Okay, semi-major pet peeve rant. (Major pet peeve rant postponed until I've slept).
TV commercial. Perky white suburban mom checking off her list of stuff to do. Perky white suburban dad and perfect boy/girl children arrive with some fast food crap to eat for dinner. Mom gets even perkier and looks at her to-do list. "Dinner together, check!"
We'll skip right on by the whole fast food is not really food, certainly not dinner.
I'll just say this once. If you have to write down "have dinner with family" on a to-do list, then you are a poor parent.
I don't care if each of your darlings is just in soooooo many activities that there just isn't time for a family meal!
What is more important?

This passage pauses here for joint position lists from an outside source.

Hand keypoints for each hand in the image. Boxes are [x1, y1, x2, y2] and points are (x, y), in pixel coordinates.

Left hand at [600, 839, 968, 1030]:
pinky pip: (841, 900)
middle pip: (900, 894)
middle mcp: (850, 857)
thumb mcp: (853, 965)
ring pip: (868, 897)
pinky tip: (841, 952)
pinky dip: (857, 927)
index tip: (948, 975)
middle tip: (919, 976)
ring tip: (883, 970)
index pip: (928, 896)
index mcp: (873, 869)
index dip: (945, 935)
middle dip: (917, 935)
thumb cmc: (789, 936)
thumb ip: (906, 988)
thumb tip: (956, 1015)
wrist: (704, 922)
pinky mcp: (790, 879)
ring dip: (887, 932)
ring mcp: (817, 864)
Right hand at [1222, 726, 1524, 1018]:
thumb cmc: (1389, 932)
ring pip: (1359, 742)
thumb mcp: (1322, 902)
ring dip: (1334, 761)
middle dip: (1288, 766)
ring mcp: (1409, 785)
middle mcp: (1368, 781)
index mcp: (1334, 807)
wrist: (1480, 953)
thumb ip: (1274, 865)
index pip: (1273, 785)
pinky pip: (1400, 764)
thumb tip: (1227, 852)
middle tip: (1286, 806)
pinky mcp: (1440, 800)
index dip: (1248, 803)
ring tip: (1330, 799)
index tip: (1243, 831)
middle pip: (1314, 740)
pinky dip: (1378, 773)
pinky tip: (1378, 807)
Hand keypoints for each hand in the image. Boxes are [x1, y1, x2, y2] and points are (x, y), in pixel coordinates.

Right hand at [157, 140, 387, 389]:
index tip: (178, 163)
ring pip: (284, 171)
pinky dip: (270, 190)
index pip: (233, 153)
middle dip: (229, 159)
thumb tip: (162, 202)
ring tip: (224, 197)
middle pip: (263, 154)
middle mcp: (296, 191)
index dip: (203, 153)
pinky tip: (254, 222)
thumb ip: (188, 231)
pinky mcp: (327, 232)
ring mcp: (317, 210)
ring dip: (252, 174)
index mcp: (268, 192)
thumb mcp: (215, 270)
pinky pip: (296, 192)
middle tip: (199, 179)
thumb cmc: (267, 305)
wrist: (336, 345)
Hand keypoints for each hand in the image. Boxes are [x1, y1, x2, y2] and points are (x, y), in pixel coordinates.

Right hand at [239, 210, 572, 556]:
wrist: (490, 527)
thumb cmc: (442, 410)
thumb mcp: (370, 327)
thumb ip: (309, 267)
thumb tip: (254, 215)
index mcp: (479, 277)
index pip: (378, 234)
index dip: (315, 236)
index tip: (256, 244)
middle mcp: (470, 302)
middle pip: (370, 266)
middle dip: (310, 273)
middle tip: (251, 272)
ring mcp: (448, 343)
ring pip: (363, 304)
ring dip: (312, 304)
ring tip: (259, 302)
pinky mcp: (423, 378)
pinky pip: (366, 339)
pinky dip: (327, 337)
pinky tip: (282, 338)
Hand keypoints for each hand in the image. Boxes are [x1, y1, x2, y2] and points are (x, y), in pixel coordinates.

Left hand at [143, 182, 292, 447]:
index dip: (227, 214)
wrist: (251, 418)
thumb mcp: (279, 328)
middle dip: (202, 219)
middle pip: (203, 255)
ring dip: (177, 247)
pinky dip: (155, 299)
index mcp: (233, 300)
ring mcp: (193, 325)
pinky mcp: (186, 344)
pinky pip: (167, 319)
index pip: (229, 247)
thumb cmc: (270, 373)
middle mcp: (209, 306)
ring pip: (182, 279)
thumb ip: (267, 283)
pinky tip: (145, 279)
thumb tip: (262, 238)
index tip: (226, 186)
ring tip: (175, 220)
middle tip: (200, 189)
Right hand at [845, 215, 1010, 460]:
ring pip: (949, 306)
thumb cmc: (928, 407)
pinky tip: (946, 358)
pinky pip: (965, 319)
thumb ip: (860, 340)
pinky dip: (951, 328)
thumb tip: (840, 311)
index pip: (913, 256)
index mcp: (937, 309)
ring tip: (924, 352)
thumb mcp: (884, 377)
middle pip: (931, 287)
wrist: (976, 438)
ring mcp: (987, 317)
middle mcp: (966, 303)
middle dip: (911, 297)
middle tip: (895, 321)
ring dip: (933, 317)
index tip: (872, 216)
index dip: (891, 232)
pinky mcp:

Family or activities?
You cannot parent from the front seat of an SUV. You cannot parent over a tray of grease and sodium.
Next: video games aimed at 3 and 4 year old children to "teach them to read". No it doesn't, it teaches them to entertain themselves with video games so when they are 8, 10, 15, 18, that is all they want to do. I taught my son to read with building blocks that had letters of the alphabet on them and his baby books.
Oh, yeah, and I sat down with him and taught him myself instead of plopping a game in his hand or turning on the television set. And I was working full time and I had a slack ass husband at the time. And I had no college degree at the time.
Thor sez: What's she going on about now?
Loki sez: I dunno, just look hungry, I think we're getting an extra supper.